> _DATASET RECORDS_:
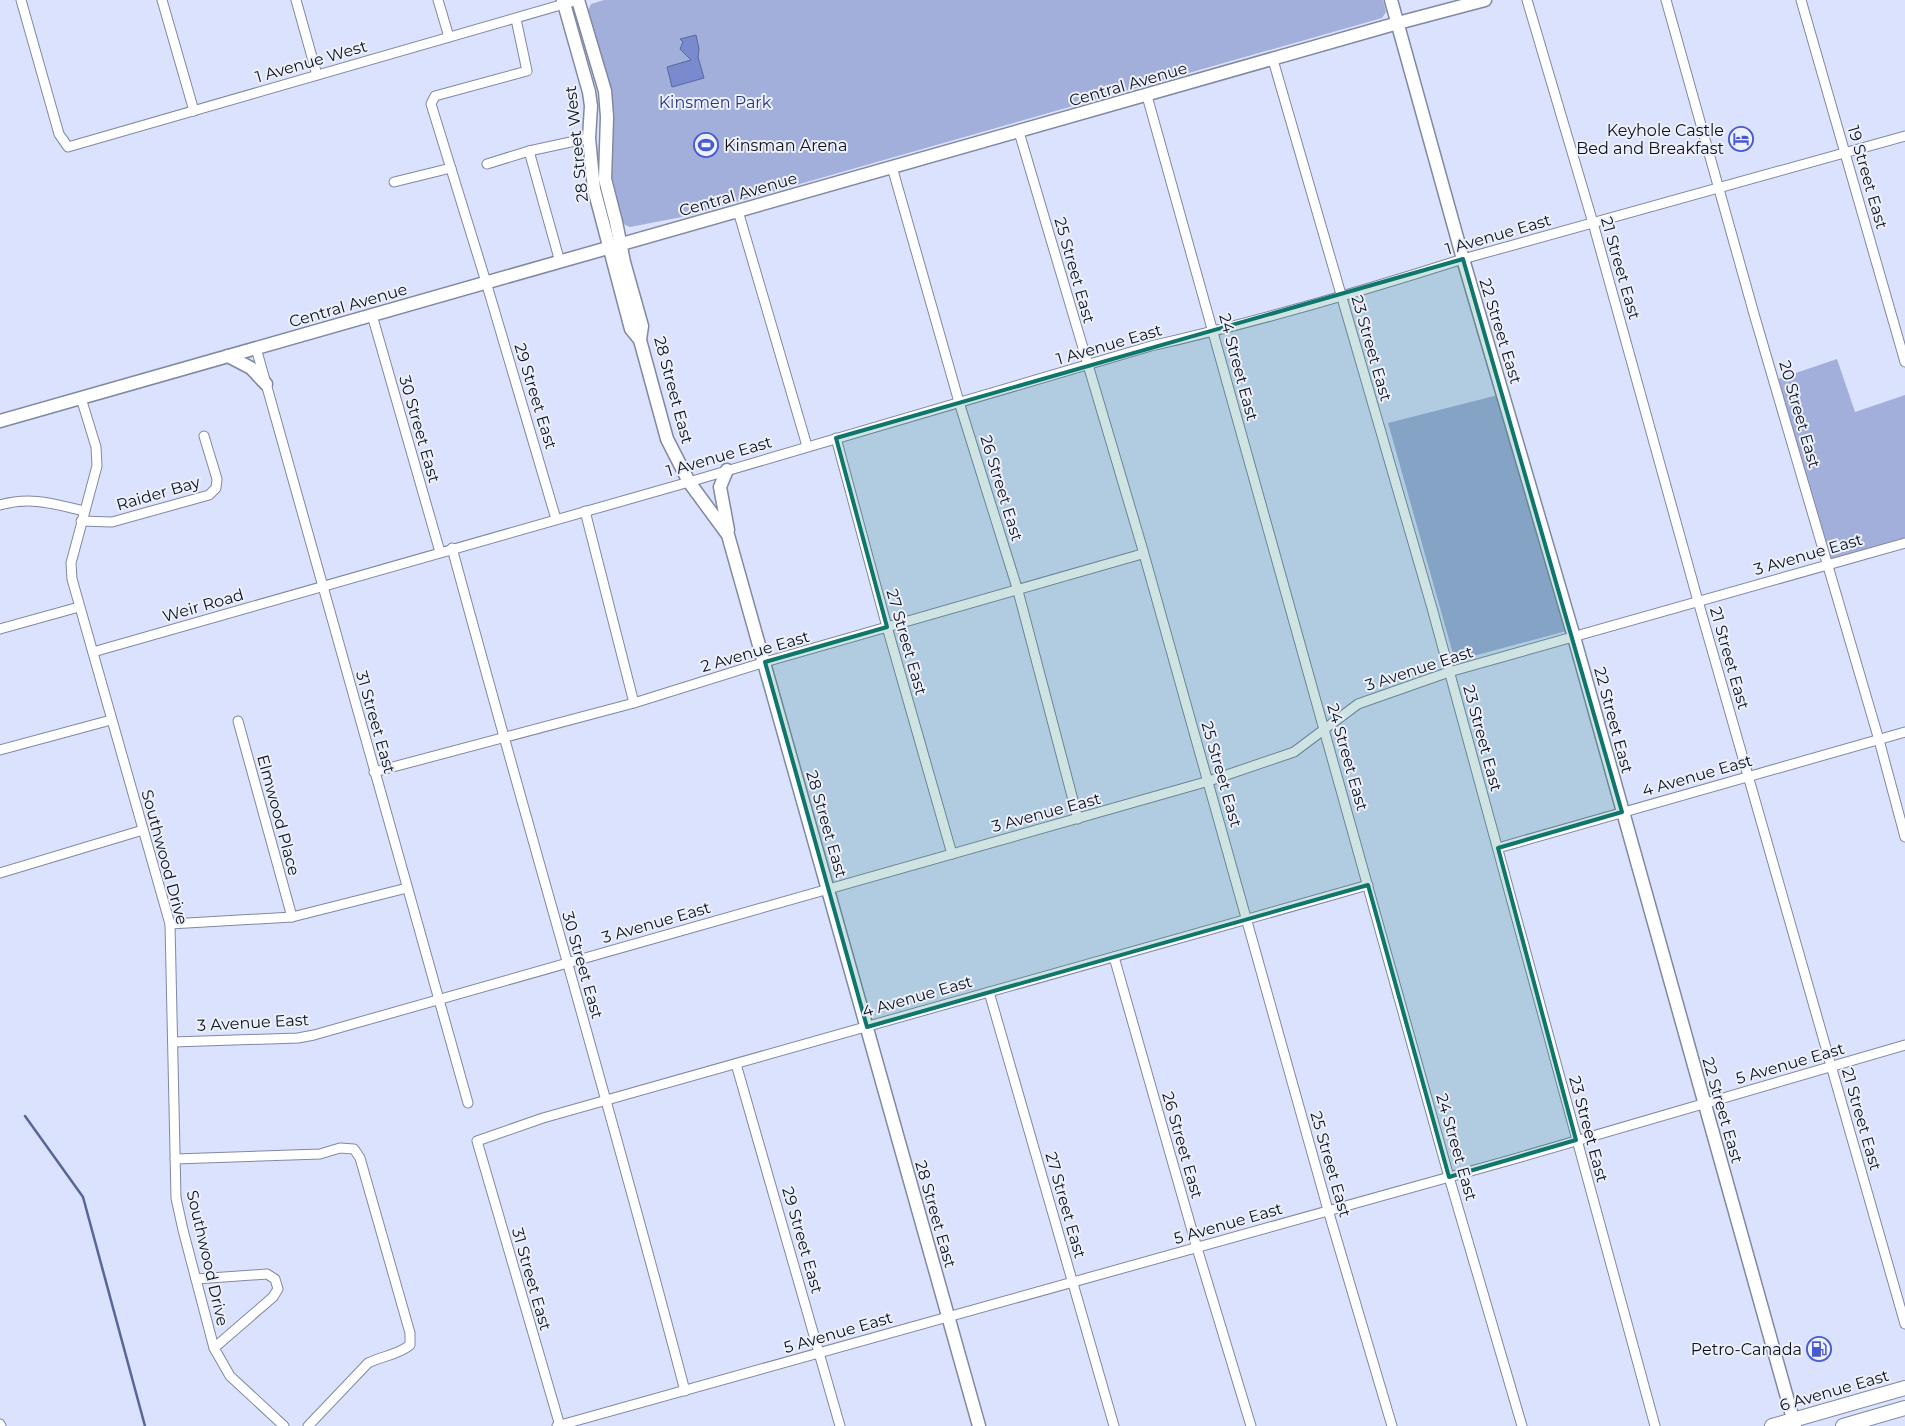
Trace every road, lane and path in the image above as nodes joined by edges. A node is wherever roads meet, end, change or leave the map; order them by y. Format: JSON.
{"nodes":[{"id":1,"x":21,"y":0,"type":"edge"},
{"id":2,"x":162,"y":0,"type":"edge"},
{"id":3,"x":296,"y":0,"type":"edge"},
{"id":4,"x":438,"y":0,"type":"edge"},
{"id":5,"x":578,"y":0,"type":"edge"},
{"id":6,"x":1391,"y":0,"type":"edge"},
{"id":7,"x":1485,"y":0,"type":"edge"},
{"id":8,"x":1527,"y":0,"type":"edge"},
{"id":9,"x":1666,"y":0,"type":"edge"},
{"id":10,"x":1801,"y":0,"type":"edge"},
{"id":11,"x":1809,"y":0,"type":"edge"},
{"id":12,"x":563,"y":2,"type":"edge"},
{"id":13,"x":1806,"y":17,"type":"junction"},
{"id":14,"x":516,"y":19,"type":"junction"},
{"id":15,"x":1398,"y":23,"type":"junction"},
{"id":16,"x":449,"y":37,"type":"junction"},
{"id":17,"x":1273,"y":60,"type":"junction"},
{"id":18,"x":317,"y":75,"type":"junction"},
{"id":19,"x":1147,"y":96,"type":"junction"},
{"id":20,"x":194,"y":110,"type":"junction"},
{"id":21,"x":1019,"y":132,"type":"junction"},
{"id":22,"x":1905,"y":136,"type":"edge"},
{"id":23,"x":590,"y":138,"type":"junction"},
{"id":24,"x":529,"y":151,"type":"junction"},
{"id":25,"x":1845,"y":152,"type":"junction"},
{"id":26,"x":486,"y":164,"type":"dead end"},
{"id":27,"x":451,"y":168,"type":"junction"},
{"id":28,"x":892,"y":168,"type":"junction"},
{"id":29,"x":394,"y":182,"type":"dead end"},
{"id":30,"x":1720,"y":188,"type":"junction"},
{"id":31,"x":738,"y":211,"type":"junction"},
{"id":32,"x":1593,"y":223,"type":"junction"},
{"id":33,"x":615,"y":246,"type":"junction"},
{"id":34,"x":1463,"y":259,"type":"junction"},
{"id":35,"x":560,"y":262,"type":"junction"},
{"id":36,"x":486,"y":282,"type":"junction"},
{"id":37,"x":1341,"y":296,"type":"junction"},
{"id":38,"x":372,"y":315,"type":"junction"},
{"id":39,"x":1214,"y":332,"type":"junction"},
{"id":40,"x":1903,"y":344,"type":"edge"},
{"id":41,"x":256,"y":348,"type":"junction"},
{"id":42,"x":228,"y":356,"type":"junction"},
{"id":43,"x":1905,"y":362,"type":"edge"},
{"id":44,"x":1088,"y":366,"type":"junction"},
{"id":45,"x":266,"y":384,"type":"junction"},
{"id":46,"x":81,"y":398,"type":"junction"},
{"id":47,"x":959,"y":402,"type":"junction"},
{"id":48,"x":0,"y":421,"type":"edge"},
{"id":49,"x":204,"y":436,"type":"dead end"},
{"id":50,"x":836,"y":438,"type":"junction"},
{"id":51,"x":807,"y":446,"type":"junction"},
{"id":52,"x":727,"y":470,"type":"junction"},
{"id":53,"x":689,"y":482,"type":"junction"},
{"id":54,"x":0,"y":505,"type":"edge"},
{"id":55,"x":84,"y":511,"type":"junction"},
{"id":56,"x":585,"y":511,"type":"junction"},
{"id":57,"x":556,"y":519,"type":"junction"},
{"id":58,"x":81,"y":521,"type":"junction"},
{"id":59,"x":728,"y":535,"type":"junction"},
{"id":60,"x":1905,"y":543,"type":"edge"},
{"id":61,"x":452,"y":548,"type":"junction"},
{"id":62,"x":440,"y":552,"type":"junction"},
{"id":63,"x":1142,"y":554,"type":"junction"},
{"id":64,"x":1828,"y":565,"type":"junction"},
{"id":65,"x":322,"y":586,"type":"junction"},
{"id":66,"x":1018,"y":591,"type":"junction"},
{"id":67,"x":1698,"y":601,"type":"junction"},
{"id":68,"x":79,"y":607,"type":"junction"},
{"id":69,"x":887,"y":627,"type":"junction"},
{"id":70,"x":0,"y":629,"type":"edge"},
{"id":71,"x":1574,"y":637,"type":"junction"},
{"id":72,"x":93,"y":652,"type":"junction"},
{"id":73,"x":765,"y":662,"type":"junction"},
{"id":74,"x":1449,"y":672,"type":"junction"},
{"id":75,"x":634,"y":703,"type":"junction"},
{"id":76,"x":111,"y":720,"type":"junction"},
{"id":77,"x":238,"y":721,"type":"dead end"},
{"id":78,"x":1324,"y":729,"type":"junction"},
{"id":79,"x":1905,"y":732,"type":"edge"},
{"id":80,"x":504,"y":738,"type":"junction"},
{"id":81,"x":1879,"y":740,"type":"junction"},
{"id":82,"x":0,"y":750,"type":"edge"},
{"id":83,"x":374,"y":772,"type":"junction"},
{"id":84,"x":1749,"y":776,"type":"junction"},
{"id":85,"x":1209,"y":781,"type":"junction"},
{"id":86,"x":1622,"y":812,"type":"junction"},
{"id":87,"x":1078,"y":819,"type":"junction"},
{"id":88,"x":143,"y":830,"type":"junction"},
{"id":89,"x":1905,"y":837,"type":"edge"},
{"id":90,"x":1498,"y":848,"type":"junction"},
{"id":91,"x":952,"y":854,"type":"junction"},
{"id":92,"x":0,"y":873,"type":"edge"},
{"id":93,"x":1368,"y":885,"type":"junction"},
{"id":94,"x":408,"y":888,"type":"junction"},
{"id":95,"x":828,"y":888,"type":"junction"},
{"id":96,"x":292,"y":917,"type":"junction"},
{"id":97,"x":1247,"y":920,"type":"junction"},
{"id":98,"x":170,"y":924,"type":"junction"},
{"id":99,"x":1114,"y":957,"type":"junction"},
{"id":100,"x":567,"y":963,"type":"junction"},
{"id":101,"x":989,"y":992,"type":"junction"},
{"id":102,"x":438,"y":1000,"type":"junction"},
{"id":103,"x":867,"y":1027,"type":"junction"},
{"id":104,"x":173,"y":1042,"type":"junction"},
{"id":105,"x":1905,"y":1045,"type":"edge"},
{"id":106,"x":736,"y":1064,"type":"junction"},
{"id":107,"x":1832,"y":1067,"type":"junction"},
{"id":108,"x":605,"y":1101,"type":"junction"},
{"id":109,"x":468,"y":1103,"type":"dead end"},
{"id":110,"x":1705,"y":1103,"type":"junction"},
{"id":111,"x":1576,"y":1140,"type":"junction"},
{"id":112,"x":476,"y":1141,"type":"joint"},
{"id":113,"x":175,"y":1159,"type":"junction"},
{"id":114,"x":1449,"y":1177,"type":"junction"},
{"id":115,"x":1328,"y":1210,"type":"junction"},
{"id":116,"x":1197,"y":1248,"type":"junction"},
{"id":117,"x":196,"y":1279,"type":"junction"},
{"id":118,"x":1072,"y":1282,"type":"junction"},
{"id":119,"x":948,"y":1317,"type":"junction"},
{"id":120,"x":1905,"y":1324,"type":"edge"},
{"id":121,"x":214,"y":1348,"type":"junction"},
{"id":122,"x":820,"y":1352,"type":"junction"},
{"id":123,"x":1905,"y":1388,"type":"edge"},
{"id":124,"x":684,"y":1391,"type":"junction"},
{"id":125,"x":1905,"y":1408,"type":"edge"},
{"id":126,"x":1794,"y":1423,"type":"edge"},
{"id":127,"x":284,"y":1426,"type":"edge"},
{"id":128,"x":308,"y":1426,"type":"edge"},
{"id":129,"x":559,"y":1426,"type":"edge"},
{"id":130,"x":840,"y":1426,"type":"edge"},
{"id":131,"x":979,"y":1426,"type":"edge"},
{"id":132,"x":1114,"y":1426,"type":"edge"},
{"id":133,"x":1251,"y":1426,"type":"edge"},
{"id":134,"x":1392,"y":1426,"type":"edge"},
{"id":135,"x":1522,"y":1426,"type":"edge"},
{"id":136,"x":1656,"y":1426,"type":"edge"},
{"id":137,"x":1772,"y":1426,"type":"edge"},
{"id":138,"x":1843,"y":1426,"type":"edge"}],
"edges":[{"from":1,"to":20,"type":"street","name":"1 Avenue West"},
{"from":2,"to":20,"type":"street"},
{"from":3,"to":18,"type":"street"},
{"from":4,"to":16,"type":"street"},
{"from":5,"to":12,"type":"street","name":"1 Avenue West"},
{"from":5,"to":33,"type":"street","name":"28 Street West"},
{"from":6,"to":15,"type":"street","name":"22 Street East"},
{"from":7,"to":15,"type":"street","name":"Central Avenue"},
{"from":8,"to":32,"type":"street","name":"21 Street East"},
{"from":9,"to":30,"type":"street","name":"20 Street East"},
{"from":10,"to":13,"type":"street","name":"19 Street East"},
{"from":11,"to":13,"type":"street"},
{"from":12,"to":14,"type":"street","name":"1 Avenue West"},
{"from":12,"to":23,"type":"street","name":"28 Street West"},
{"from":13,"to":25,"type":"street","name":"19 Street East"},
{"from":14,"to":16,"type":"street","name":"1 Avenue West"},
{"from":14,"to":27,"type":"street","name":"29 Street East"},
{"from":15,"to":17,"type":"street","name":"Central Avenue"},
{"from":15,"to":34,"type":"street","name":"22 Street East"},
{"from":16,"to":18,"type":"street","name":"1 Avenue West"},
{"from":17,"to":19,"type":"street","name":"Central Avenue"},
{"from":17,"to":37,"type":"street","name":"23 Street East"},
{"from":18,"to":20,"type":"street","name":"1 Avenue West"},
{"from":19,"to":21,"type":"street","name":"Central Avenue"},
{"from":19,"to":39,"type":"street","name":"24 Street East"},
{"from":21,"to":28,"type":"street","name":"Central Avenue"},
{"from":21,"to":44,"type":"street","name":"25 Street East"},
{"from":22,"to":25,"type":"street","name":"1 Avenue East"},
{"from":23,"to":24,"type":"street"},
{"from":23,"to":33,"type":"street","name":"28 Street West"},
{"from":24,"to":26,"type":"street"},
{"from":24,"to":35,"type":"street"},
{"from":25,"to":30,"type":"street","name":"1 Avenue East"},
{"from":25,"to":40,"type":"street","name":"19 Street East"},
{"from":27,"to":29,"type":"street"},
{"from":27,"to":36,"type":"street","name":"29 Street East"},
{"from":28,"to":31,"type":"street","name":"Central Avenue"},
{"from":28,"to":47,"type":"street","name":"26 Street East"},
{"from":30,"to":32,"type":"street","name":"1 Avenue East"},
{"from":30,"to":64,"type":"street","name":"20 Street East"},
{"from":31,"to":33,"type":"street","name":"Central Avenue"},
{"from":31,"to":51,"type":"street"},
{"from":32,"to":34,"type":"street","name":"1 Avenue East"},
{"from":32,"to":67,"type":"street","name":"21 Street East"},
{"from":33,"to":35,"type":"street","name":"Central Avenue"},
{"from":33,"to":53,"type":"street","name":"28 Street East"},
{"from":34,"to":37,"type":"street","name":"1 Avenue East"},
{"from":34,"to":71,"type":"street","name":"22 Street East"},
{"from":35,"to":36,"type":"street","name":"Central Avenue"},
{"from":36,"to":38,"type":"street","name":"Central Avenue"},
{"from":36,"to":57,"type":"street","name":"29 Street East"},
{"from":37,"to":39,"type":"street","name":"1 Avenue East"},
{"from":37,"to":74,"type":"street","name":"23 Street East"},
{"from":38,"to":41,"type":"street","name":"Central Avenue"},
{"from":38,"to":62,"type":"street","name":"30 Street East"},
{"from":39,"to":44,"type":"street","name":"1 Avenue East"},
{"from":39,"to":78,"type":"street","name":"24 Street East"},
{"from":40,"to":43,"type":"street","name":"19 Street East"},
{"from":41,"to":42,"type":"street","name":"Central Avenue"},
{"from":41,"to":45,"type":"street","name":"31 Street East"},
{"from":42,"to":45,"type":"street"},
{"from":42,"to":46,"type":"street","name":"Central Avenue"},
{"from":44,"to":47,"type":"street","name":"1 Avenue East"},
{"from":44,"to":63,"type":"street","name":"25 Street East"},
{"from":45,"to":65,"type":"street","name":"31 Street East"},
{"from":46,"to":48,"type":"street","name":"Central Avenue"},
{"from":46,"to":55,"type":"street","name":"Southwood Drive"},
{"from":47,"to":50,"type":"street","name":"1 Avenue East"},
{"from":47,"to":66,"type":"street","name":"26 Street East"},
{"from":49,"to":58,"type":"street","name":"Raider Bay"},
{"from":50,"to":51,"type":"street","name":"1 Avenue East"},
{"from":50,"to":69,"type":"street","name":"27 Street East"},
{"from":51,"to":52,"type":"street","name":"1 Avenue East"},
{"from":52,"to":53,"type":"street","name":"1 Avenue East"},
{"from":52,"to":59,"type":"street"},
{"from":53,"to":56,"type":"street","name":"1 Avenue East"},
{"from":53,"to":59,"type":"street","name":"28 Street East"},
{"from":54,"to":55,"type":"street"},
{"from":55,"to":58,"type":"street","name":"Southwood Drive"},
{"from":56,"to":57,"type":"street","name":"1 Avenue East"},
{"from":56,"to":75,"type":"street"},
{"from":57,"to":61,"type":"street","name":"1 Avenue East"},
{"from":58,"to":68,"type":"street","name":"Southwood Drive"},
{"from":59,"to":73,"type":"street","name":"28 Street East"},
{"from":60,"to":64,"type":"street","name":"3 Avenue East"},
{"from":61,"to":62,"type":"street","name":"1 Avenue East"},
{"from":61,"to":80,"type":"street","name":"30 Street East"},
{"from":62,"to":65,"type":"street","name":"1 Avenue East"},
{"from":63,"to":66,"type":"street","name":"2 Avenue East"},
{"from":63,"to":85,"type":"street","name":"25 Street East"},
{"from":64,"to":67,"type":"street","name":"3 Avenue East"},
{"from":64,"to":81,"type":"street","name":"20 Street East"},
{"from":65,"to":72,"type":"street","name":"Weir Road"},
{"from":65,"to":83,"type":"street","name":"31 Street East"},
{"from":66,"to":69,"type":"street","name":"2 Avenue East"},
{"from":66,"to":87,"type":"street","name":"26 Street East"},
{"from":67,"to":71,"type":"street","name":"3 Avenue East"},
{"from":67,"to":84,"type":"street","name":"21 Street East"},
{"from":68,"to":70,"type":"street"},
{"from":68,"to":72,"type":"street","name":"Southwood Drive"},
{"from":69,"to":73,"type":"street","name":"2 Avenue East"},
{"from":69,"to":91,"type":"street","name":"27 Street East"},
{"from":71,"to":74,"type":"street","name":"3 Avenue East"},
{"from":71,"to":86,"type":"street","name":"22 Street East"},
{"from":72,"to":76,"type":"street","name":"Southwood Drive"},
{"from":73,"to":75,"type":"street","name":"2 Avenue East"},
{"from":73,"to":95,"type":"street","name":"28 Street East"},
{"from":74,"to":78,"type":"street","name":"3 Avenue East"},
{"from":74,"to":90,"type":"street","name":"23 Street East"},
{"from":75,"to":80,"type":"street","name":"2 Avenue East"},
{"from":76,"to":82,"type":"street"},
{"from":76,"to":88,"type":"street","name":"Southwood Drive"},
{"from":77,"to":96,"type":"street","name":"Elmwood Place"},
{"from":78,"to":85,"type":"street","name":"3 Avenue East"},
{"from":78,"to":93,"type":"street","name":"24 Street East"},
{"from":79,"to":81,"type":"street","name":"4 Avenue East"},
{"from":80,"to":83,"type":"street","name":"2 Avenue East"},
{"from":80,"to":100,"type":"street","name":"30 Street East"},
{"from":81,"to":84,"type":"street","name":"4 Avenue East"},
{"from":81,"to":89,"type":"street","name":"20 Street East"},
{"from":83,"to":94,"type":"street","name":"31 Street East"},
{"from":84,"to":86,"type":"street","name":"4 Avenue East"},
{"from":84,"to":107,"type":"street","name":"21 Street East"},
{"from":85,"to":87,"type":"street","name":"3 Avenue East"},
{"from":85,"to":97,"type":"street","name":"25 Street East"},
{"from":86,"to":90,"type":"street","name":"4 Avenue East"},
{"from":86,"to":110,"type":"street","name":"22 Street East"},
{"from":87,"to":91,"type":"street","name":"3 Avenue East"},
{"from":88,"to":92,"type":"street"},
{"from":88,"to":98,"type":"street","name":"Southwood Drive"},
{"from":90,"to":111,"type":"street","name":"23 Street East"},
{"from":91,"to":95,"type":"street","name":"3 Avenue East"},
{"from":93,"to":97,"type":"street","name":"4 Avenue East"},
{"from":93,"to":114,"type":"street","name":"24 Street East"},
{"from":94,"to":96,"type":"street"},
{"from":94,"to":102,"type":"street","name":"31 Street East"},
{"from":95,"to":100,"type":"street","name":"3 Avenue East"},
{"from":95,"to":103,"type":"street","name":"28 Street East"},
{"from":96,"to":98,"type":"street"},
{"from":97,"to":99,"type":"street","name":"4 Avenue East"},
{"from":97,"to":115,"type":"street","name":"25 Street East"},
{"from":98,"to":104,"type":"street","name":"Southwood Drive"},
{"from":99,"to":101,"type":"street","name":"4 Avenue East"},
{"from":99,"to":116,"type":"street","name":"26 Street East"},
{"from":100,"to":102,"type":"street","name":"3 Avenue East"},
{"from":100,"to":108,"type":"street","name":"30 Street East"},
{"from":101,"to":103,"type":"street","name":"4 Avenue East"},
{"from":101,"to":118,"type":"street","name":"27 Street East"},
{"from":102,"to":104,"type":"street","name":"3 Avenue East"},
{"from":102,"to":109,"type":"street","name":"31 Street East"},
{"from":103,"to":106,"type":"street","name":"4 Avenue East"},
{"from":103,"to":119,"type":"street","name":"28 Street East"},
{"from":104,"to":113,"type":"street","name":"Southwood Drive"},
{"from":105,"to":107,"type":"street","name":"5 Avenue East"},
{"from":106,"to":108,"type":"street","name":"4 Avenue East"},
{"from":106,"to":122,"type":"street","name":"29 Street East"},
{"from":107,"to":110,"type":"street","name":"5 Avenue East"},
{"from":107,"to":120,"type":"street","name":"21 Street East"},
{"from":108,"to":112,"type":"street","name":"4 Avenue East"},
{"from":108,"to":124,"type":"street","name":"30 Street East"},
{"from":110,"to":111,"type":"street","name":"5 Avenue East"},
{"from":110,"to":126,"type":"street","name":"22 Street East"},
{"from":111,"to":114,"type":"street","name":"5 Avenue East"},
{"from":111,"to":136,"type":"street","name":"23 Street East"},
{"from":112,"to":129,"type":"street","name":"31 Street East"},
{"from":113,"to":117,"type":"street","name":"Southwood Drive"},
{"from":113,"to":128,"type":"street"},
{"from":114,"to":115,"type":"street","name":"5 Avenue East"},
{"from":114,"to":135,"type":"street","name":"24 Street East"},
{"from":115,"to":116,"type":"street","name":"5 Avenue East"},
{"from":115,"to":134,"type":"street","name":"25 Street East"},
{"from":116,"to":118,"type":"street","name":"5 Avenue East"},
{"from":116,"to":133,"type":"street","name":"26 Street East"},
{"from":117,"to":121,"type":"street","name":"Southwood Drive"},
{"from":117,"to":121,"type":"street"},
{"from":118,"to":119,"type":"street","name":"5 Avenue East"},
{"from":118,"to":132,"type":"street","name":"27 Street East"},
{"from":119,"to":122,"type":"street","name":"5 Avenue East"},
{"from":119,"to":131,"type":"street","name":"28 Street East"},
{"from":121,"to":127,"type":"street","name":"Southwood Drive"},
{"from":122,"to":124,"type":"street","name":"5 Avenue East"},
{"from":122,"to":130,"type":"street","name":"29 Street East"},
{"from":123,"to":126,"type":"main road","name":"6 Avenue East"},
{"from":124,"to":129,"type":"street","name":"5 Avenue East"},
{"from":125,"to":138,"type":"main road"},
{"from":126,"to":137,"type":"main road","name":"6 Avenue East"}]}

> _YOUR TASK_:
Those lines above that contain the string "edges" should be returned.

> _OUTPUT FOR THIS EXERCISE_:
Trace every road, lane and path in the image above as nodes joined by edges. A node is wherever roads meet, end, change or leave the map; order them by y. Format: JSON.
"edges":[{"from":1,"to":20,"type":"street","name":"1 Avenue West"},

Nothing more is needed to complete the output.